- TASK TO CARRY OUT -
What is needed is an exact copy of the entries, with the pictures excluded.

=== Begin Enclosure ===

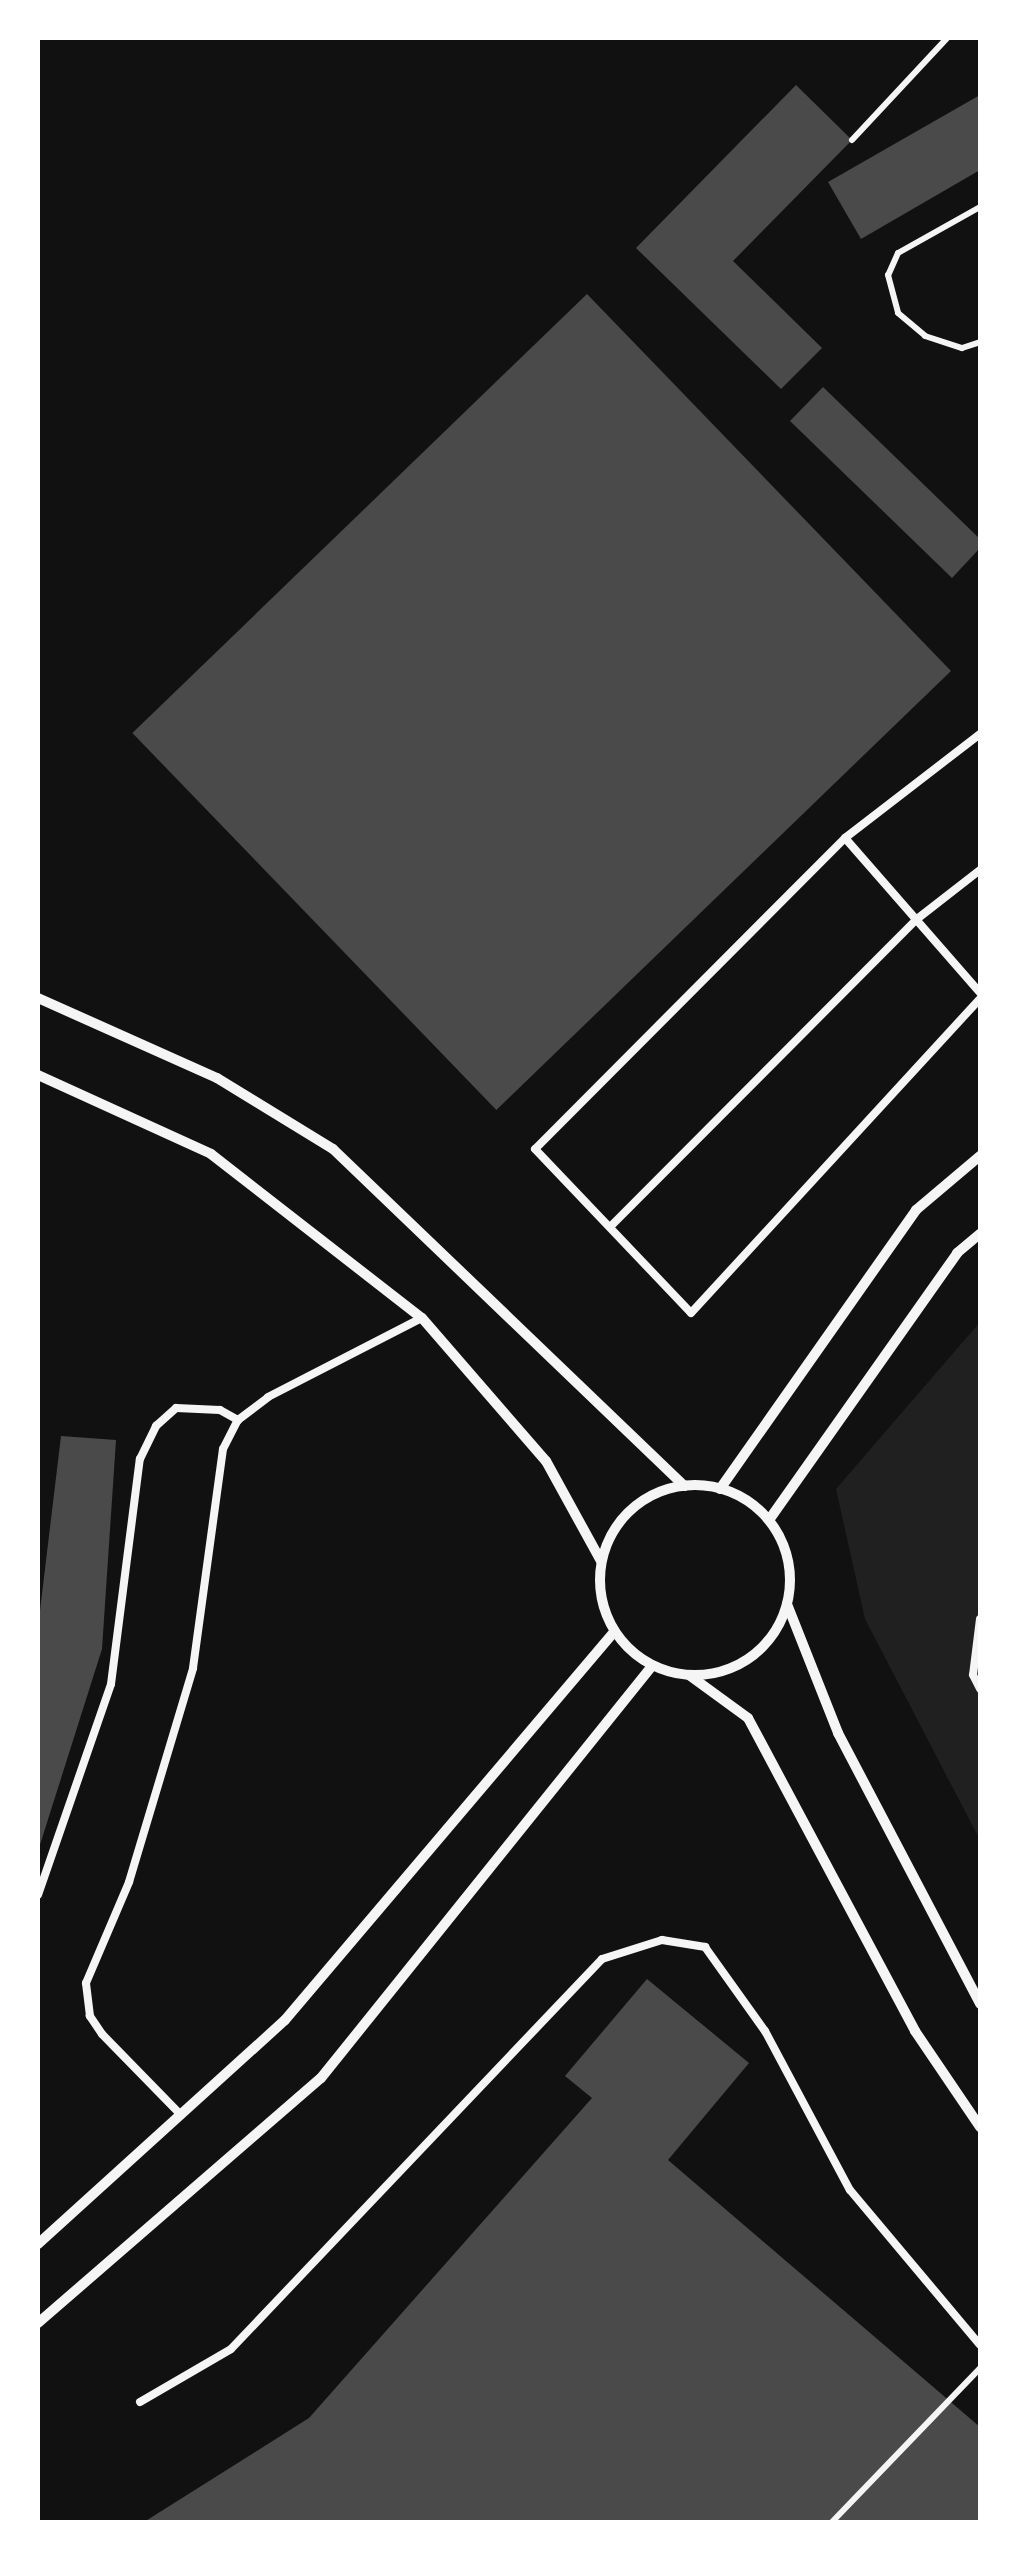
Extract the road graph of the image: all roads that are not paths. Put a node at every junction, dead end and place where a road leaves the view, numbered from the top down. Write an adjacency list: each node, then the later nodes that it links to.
1 (980, 734): 2 (lane)
2 (845, 838): 4 (lane); 9 (lane)
3 (980, 870): 4 (lane)
4 (917, 920): 5 (lane); 9 (lane)
5 (980, 996): 9 (lane)
6 (38, 998): 13 (street)
7 (38, 1075): 11 (street)
8 (980, 1156): 14 (street)
9 (610, 1226)
10 (980, 1234): 15 (street)
11 (422, 1318): 12 (lane); 16 (street)
12 (238, 1420): 23 (lane); 25 (lane)
13 (684, 1486): 14 (street); 16 (street)
14 (720, 1489): 15 (street)
15 (769, 1520): 17 (street)
16 (601, 1560): 19 (street)
17 (787, 1603): 21 (street); 24 (street)
18 (980, 1619): 22 (lane)
19 (614, 1632): 20 (street); 25 (street)
20 (652, 1666): 21 (street); 28 (street)
21 (688, 1675): 26 (street)
22 (980, 1689)
23 (38, 1895)
24 (980, 2004)
25 (181, 2115): 27 (street)
26 (980, 2127)
27 (38, 2244)
28 (38, 2323)
29 (980, 2345): 30 (lane)
30 (140, 2402)

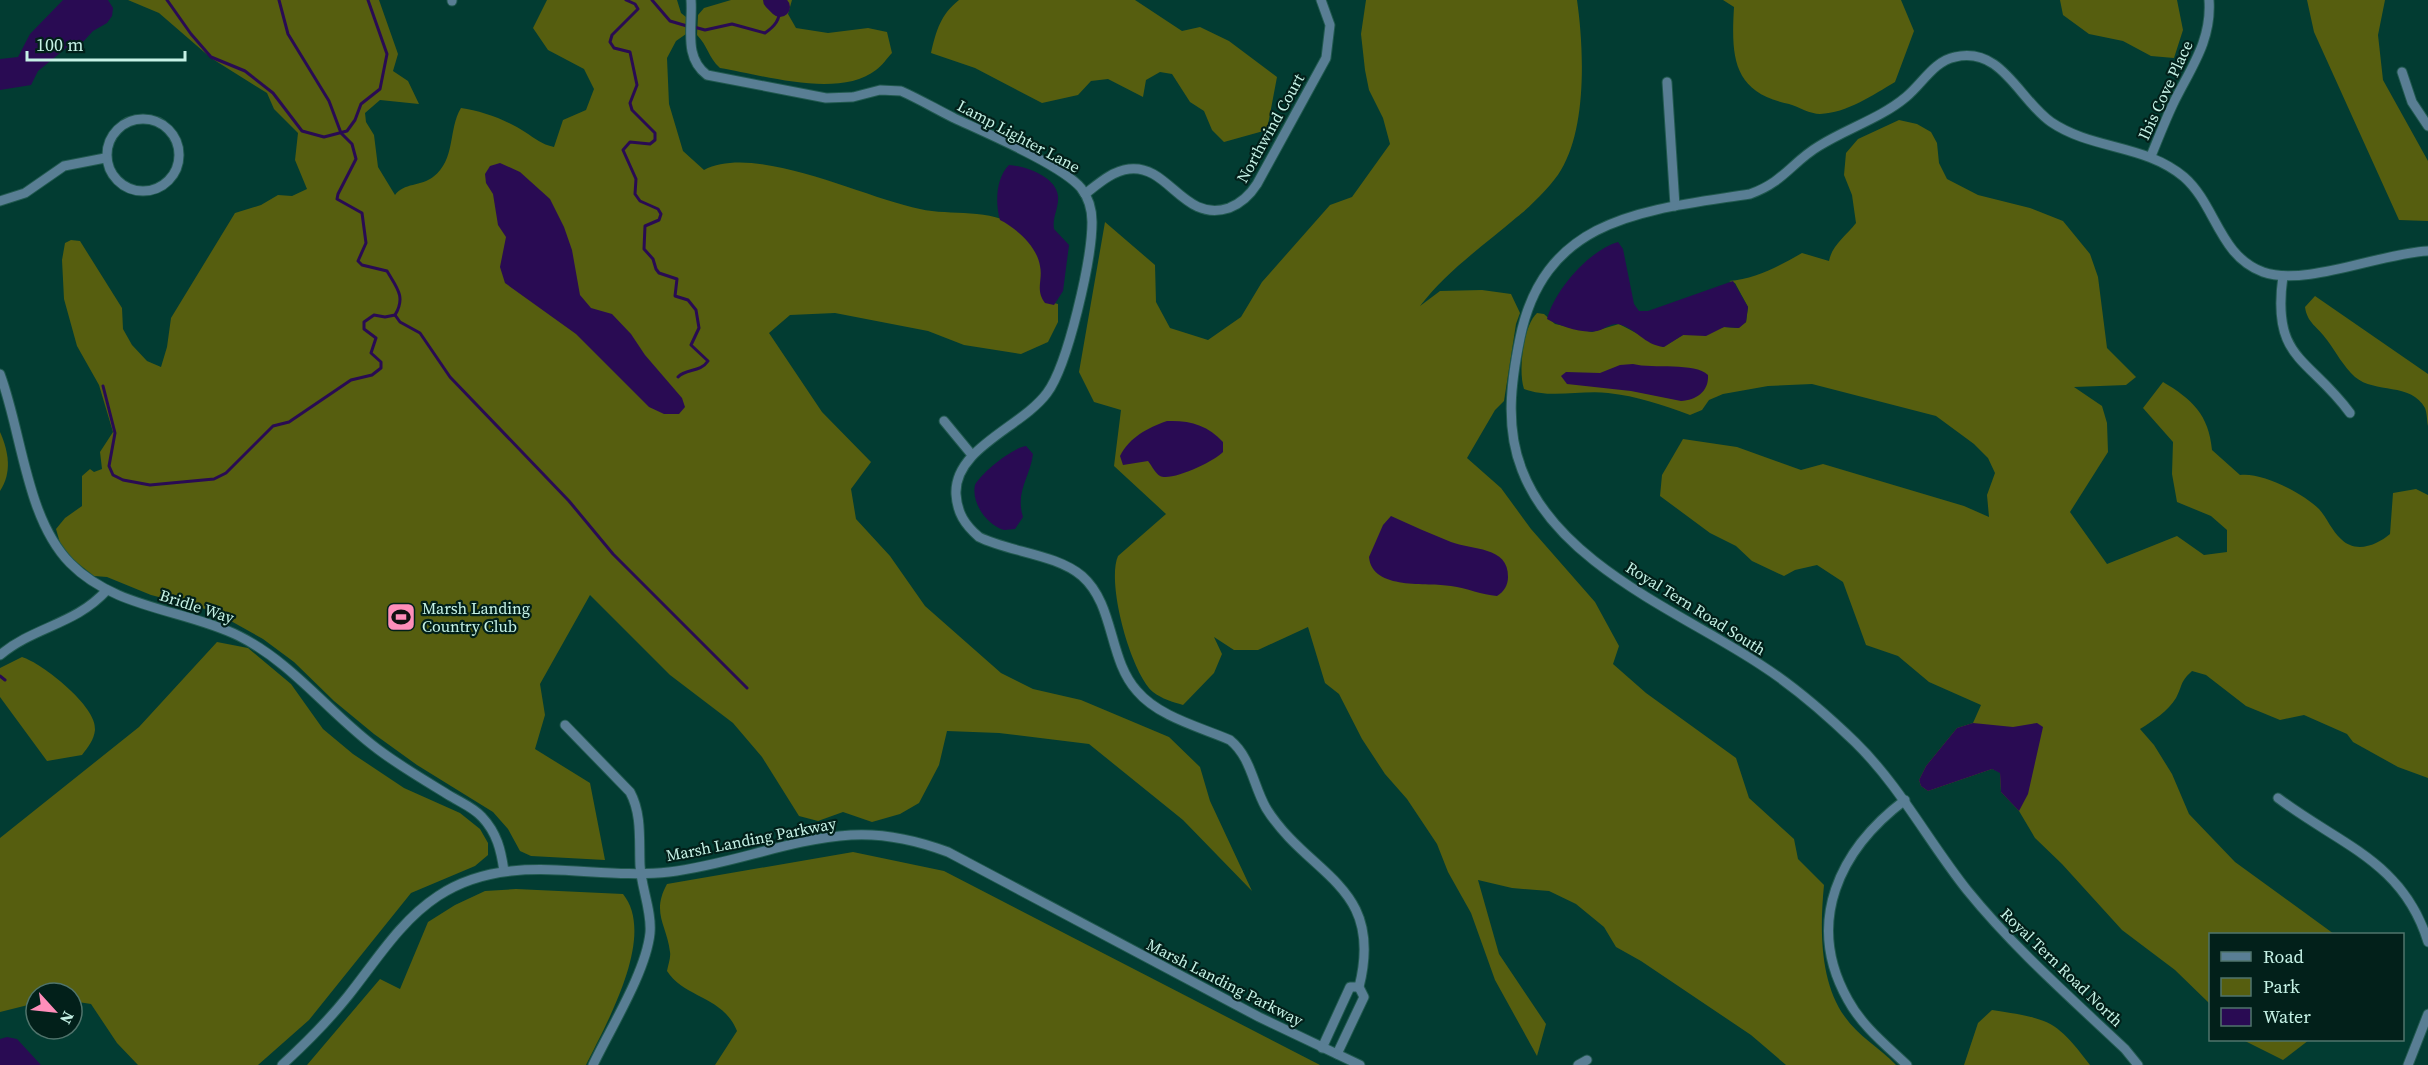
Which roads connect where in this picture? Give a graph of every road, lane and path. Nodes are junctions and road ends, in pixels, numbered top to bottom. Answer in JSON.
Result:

=== End Enclosure ===

- ANSWER FOR THIS EXERCISE -
Extract the road graph of the image: all roads that are not paths. Put a node at every junction, dead end and place where a road leaves the view, numbered from the top down. Write an adjacency list: each node, then the later nodes that it links to.
1 (980, 734): 2 (lane)
2 (845, 838): 4 (lane); 9 (lane)
3 (980, 870): 4 (lane)
4 (917, 920): 5 (lane); 9 (lane)
5 (980, 996): 9 (lane)
6 (38, 998): 13 (street)
7 (38, 1075): 11 (street)
8 (980, 1156): 14 (street)
9 (610, 1226)
10 (980, 1234): 15 (street)
11 (422, 1318): 12 (lane); 16 (street)
12 (238, 1420): 23 (lane); 25 (lane)
13 (684, 1486): 14 (street); 16 (street)
14 (720, 1489): 15 (street)
15 (769, 1520): 17 (street)
16 (601, 1560): 19 (street)
17 (787, 1603): 21 (street); 24 (street)
18 (980, 1619): 22 (lane)
19 (614, 1632): 20 (street); 25 (street)
20 (652, 1666): 21 (street); 28 (street)
21 (688, 1675): 26 (street)
22 (980, 1689)
23 (38, 1895)
24 (980, 2004)
25 (181, 2115): 27 (street)
26 (980, 2127)
27 (38, 2244)
28 (38, 2323)
29 (980, 2345): 30 (lane)
30 (140, 2402)

Which roads connect where in this picture? Give a graph of every road, lane and path. Nodes are junctions and road ends, in pixels, numbered top to bottom. Answer in JSON.
Result:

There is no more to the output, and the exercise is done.